> [Directions for this task] Look through the material below. Copy each line that contains the string "Obiagu".

((

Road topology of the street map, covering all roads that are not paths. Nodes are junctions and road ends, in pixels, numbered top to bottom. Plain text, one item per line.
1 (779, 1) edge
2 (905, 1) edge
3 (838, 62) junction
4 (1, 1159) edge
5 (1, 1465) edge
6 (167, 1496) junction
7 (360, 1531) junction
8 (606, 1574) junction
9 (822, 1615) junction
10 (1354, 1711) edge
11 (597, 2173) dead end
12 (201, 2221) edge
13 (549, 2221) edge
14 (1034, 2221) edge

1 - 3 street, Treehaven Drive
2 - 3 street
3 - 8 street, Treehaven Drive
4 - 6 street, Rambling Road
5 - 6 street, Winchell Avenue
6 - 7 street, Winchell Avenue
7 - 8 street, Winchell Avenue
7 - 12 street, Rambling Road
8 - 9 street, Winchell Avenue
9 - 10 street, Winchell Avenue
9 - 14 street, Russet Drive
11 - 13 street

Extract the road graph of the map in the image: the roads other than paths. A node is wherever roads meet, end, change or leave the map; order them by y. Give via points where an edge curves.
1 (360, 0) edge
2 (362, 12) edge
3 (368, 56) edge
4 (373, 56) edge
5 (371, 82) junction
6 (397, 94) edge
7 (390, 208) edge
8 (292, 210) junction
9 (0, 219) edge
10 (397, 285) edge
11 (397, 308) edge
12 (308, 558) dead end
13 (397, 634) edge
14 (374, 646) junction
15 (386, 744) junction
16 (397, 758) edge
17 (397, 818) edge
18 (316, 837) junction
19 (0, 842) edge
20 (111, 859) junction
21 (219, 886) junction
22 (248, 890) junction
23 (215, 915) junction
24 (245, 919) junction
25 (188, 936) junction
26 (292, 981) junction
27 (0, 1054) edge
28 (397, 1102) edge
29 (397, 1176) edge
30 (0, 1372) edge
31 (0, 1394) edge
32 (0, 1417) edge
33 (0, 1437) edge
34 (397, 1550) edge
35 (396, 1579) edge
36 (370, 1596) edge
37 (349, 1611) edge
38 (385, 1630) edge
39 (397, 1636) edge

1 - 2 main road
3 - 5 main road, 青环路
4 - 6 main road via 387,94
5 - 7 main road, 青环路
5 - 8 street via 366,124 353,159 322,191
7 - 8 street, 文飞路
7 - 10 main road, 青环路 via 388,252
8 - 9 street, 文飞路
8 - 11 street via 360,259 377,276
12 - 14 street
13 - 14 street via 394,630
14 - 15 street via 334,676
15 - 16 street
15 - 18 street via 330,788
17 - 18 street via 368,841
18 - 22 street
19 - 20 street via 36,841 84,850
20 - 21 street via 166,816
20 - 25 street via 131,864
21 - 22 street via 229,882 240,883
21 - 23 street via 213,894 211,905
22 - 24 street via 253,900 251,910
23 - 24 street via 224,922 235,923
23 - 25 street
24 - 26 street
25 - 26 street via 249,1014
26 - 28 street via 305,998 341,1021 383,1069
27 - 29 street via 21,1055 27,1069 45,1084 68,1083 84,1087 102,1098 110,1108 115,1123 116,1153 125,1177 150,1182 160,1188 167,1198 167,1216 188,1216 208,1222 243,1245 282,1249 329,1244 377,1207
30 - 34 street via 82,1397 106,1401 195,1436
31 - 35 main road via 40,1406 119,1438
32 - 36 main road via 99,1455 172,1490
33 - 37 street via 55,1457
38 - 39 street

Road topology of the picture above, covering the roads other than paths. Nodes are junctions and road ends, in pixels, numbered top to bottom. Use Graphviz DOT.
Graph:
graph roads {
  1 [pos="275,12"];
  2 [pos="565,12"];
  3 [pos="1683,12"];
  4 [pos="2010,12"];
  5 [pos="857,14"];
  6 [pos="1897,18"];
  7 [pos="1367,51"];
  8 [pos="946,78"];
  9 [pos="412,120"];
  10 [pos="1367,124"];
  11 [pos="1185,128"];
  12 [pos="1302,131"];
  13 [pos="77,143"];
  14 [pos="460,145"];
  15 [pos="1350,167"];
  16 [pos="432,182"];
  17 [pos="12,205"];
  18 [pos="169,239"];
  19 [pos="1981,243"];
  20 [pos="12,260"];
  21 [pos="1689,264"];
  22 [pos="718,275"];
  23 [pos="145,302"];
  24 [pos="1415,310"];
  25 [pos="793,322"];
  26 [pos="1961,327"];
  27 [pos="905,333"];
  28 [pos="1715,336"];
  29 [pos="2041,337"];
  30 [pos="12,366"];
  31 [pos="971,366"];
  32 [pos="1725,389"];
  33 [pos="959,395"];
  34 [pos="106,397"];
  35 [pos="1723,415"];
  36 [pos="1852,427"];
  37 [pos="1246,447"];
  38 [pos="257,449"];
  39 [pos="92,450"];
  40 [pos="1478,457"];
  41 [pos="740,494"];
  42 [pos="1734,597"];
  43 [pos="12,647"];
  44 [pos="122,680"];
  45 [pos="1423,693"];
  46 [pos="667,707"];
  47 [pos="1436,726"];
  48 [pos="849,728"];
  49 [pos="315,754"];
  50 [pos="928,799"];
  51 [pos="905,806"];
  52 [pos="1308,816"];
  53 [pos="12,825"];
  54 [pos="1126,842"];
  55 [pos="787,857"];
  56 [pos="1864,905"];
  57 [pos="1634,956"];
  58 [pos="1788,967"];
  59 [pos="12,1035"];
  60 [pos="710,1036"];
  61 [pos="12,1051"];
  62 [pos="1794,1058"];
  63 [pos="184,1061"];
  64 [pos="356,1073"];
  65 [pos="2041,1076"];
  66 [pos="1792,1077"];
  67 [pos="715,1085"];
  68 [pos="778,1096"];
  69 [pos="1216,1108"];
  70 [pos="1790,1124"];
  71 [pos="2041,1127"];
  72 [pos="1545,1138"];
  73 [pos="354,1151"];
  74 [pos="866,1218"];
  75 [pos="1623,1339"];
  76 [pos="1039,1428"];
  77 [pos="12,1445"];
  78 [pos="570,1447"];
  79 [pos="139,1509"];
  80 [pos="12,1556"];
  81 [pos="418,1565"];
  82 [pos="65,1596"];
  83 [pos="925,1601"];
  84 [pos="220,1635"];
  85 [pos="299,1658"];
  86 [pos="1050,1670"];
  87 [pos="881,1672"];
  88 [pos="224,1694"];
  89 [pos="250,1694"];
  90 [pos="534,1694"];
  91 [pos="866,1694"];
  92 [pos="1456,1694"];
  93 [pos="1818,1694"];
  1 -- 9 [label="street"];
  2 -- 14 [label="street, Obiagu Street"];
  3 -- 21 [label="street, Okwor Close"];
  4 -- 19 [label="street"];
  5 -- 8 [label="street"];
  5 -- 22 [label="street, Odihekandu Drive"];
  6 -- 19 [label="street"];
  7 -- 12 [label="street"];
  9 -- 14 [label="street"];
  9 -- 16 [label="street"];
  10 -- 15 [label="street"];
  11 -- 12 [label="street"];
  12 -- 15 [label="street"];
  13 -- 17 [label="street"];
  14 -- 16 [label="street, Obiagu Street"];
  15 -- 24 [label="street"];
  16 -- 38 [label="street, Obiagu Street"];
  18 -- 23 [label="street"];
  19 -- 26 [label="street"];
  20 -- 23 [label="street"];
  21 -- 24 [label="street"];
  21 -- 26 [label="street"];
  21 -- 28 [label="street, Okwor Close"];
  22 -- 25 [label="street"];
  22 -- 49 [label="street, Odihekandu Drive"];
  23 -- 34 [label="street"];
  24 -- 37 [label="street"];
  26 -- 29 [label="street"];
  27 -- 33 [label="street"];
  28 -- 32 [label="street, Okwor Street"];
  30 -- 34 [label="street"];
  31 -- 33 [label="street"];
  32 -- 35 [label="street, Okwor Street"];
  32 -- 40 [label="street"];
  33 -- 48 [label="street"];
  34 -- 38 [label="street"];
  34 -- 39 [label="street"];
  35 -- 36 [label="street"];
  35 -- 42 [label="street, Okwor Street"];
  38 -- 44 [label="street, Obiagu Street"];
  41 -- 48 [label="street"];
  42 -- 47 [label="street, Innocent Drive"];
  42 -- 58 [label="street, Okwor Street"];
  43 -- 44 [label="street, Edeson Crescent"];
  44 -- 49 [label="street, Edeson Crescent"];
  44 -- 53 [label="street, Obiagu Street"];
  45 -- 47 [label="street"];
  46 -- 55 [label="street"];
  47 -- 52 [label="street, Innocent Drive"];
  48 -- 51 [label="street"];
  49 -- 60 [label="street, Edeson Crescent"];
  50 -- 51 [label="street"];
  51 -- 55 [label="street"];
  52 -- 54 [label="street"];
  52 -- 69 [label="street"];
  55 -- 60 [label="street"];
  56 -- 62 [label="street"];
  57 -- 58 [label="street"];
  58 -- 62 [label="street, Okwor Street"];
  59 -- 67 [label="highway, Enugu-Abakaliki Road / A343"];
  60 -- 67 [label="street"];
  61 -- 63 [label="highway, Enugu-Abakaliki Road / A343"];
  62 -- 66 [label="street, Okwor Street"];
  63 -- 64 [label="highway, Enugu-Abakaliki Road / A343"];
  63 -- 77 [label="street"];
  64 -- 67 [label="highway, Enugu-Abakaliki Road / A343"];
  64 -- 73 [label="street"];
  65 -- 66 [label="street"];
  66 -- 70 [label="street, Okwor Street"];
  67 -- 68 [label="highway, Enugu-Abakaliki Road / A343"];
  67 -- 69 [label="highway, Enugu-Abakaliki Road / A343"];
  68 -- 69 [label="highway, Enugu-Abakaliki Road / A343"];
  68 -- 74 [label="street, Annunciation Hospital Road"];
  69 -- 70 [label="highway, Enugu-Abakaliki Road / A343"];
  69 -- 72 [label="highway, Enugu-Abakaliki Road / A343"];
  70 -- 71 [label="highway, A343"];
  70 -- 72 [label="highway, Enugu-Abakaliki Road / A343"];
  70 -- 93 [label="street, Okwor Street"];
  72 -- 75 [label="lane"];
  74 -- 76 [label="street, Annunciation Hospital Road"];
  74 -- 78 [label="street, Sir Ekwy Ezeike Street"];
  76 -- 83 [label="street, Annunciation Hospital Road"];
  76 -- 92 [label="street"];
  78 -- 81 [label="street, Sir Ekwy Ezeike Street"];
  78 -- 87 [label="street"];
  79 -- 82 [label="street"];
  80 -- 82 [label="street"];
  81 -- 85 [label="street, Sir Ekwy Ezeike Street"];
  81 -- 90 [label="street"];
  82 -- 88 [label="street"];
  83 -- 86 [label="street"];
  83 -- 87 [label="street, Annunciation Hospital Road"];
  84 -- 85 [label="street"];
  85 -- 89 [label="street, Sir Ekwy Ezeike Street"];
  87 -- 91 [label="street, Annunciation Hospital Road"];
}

))

> [Reply to the exercise]
  2 -- 14 [label="street, Obiagu Street"];
  14 -- 16 [label="street, Obiagu Street"];
  16 -- 38 [label="street, Obiagu Street"];
  38 -- 44 [label="street, Obiagu Street"];
  44 -- 53 [label="street, Obiagu Street"];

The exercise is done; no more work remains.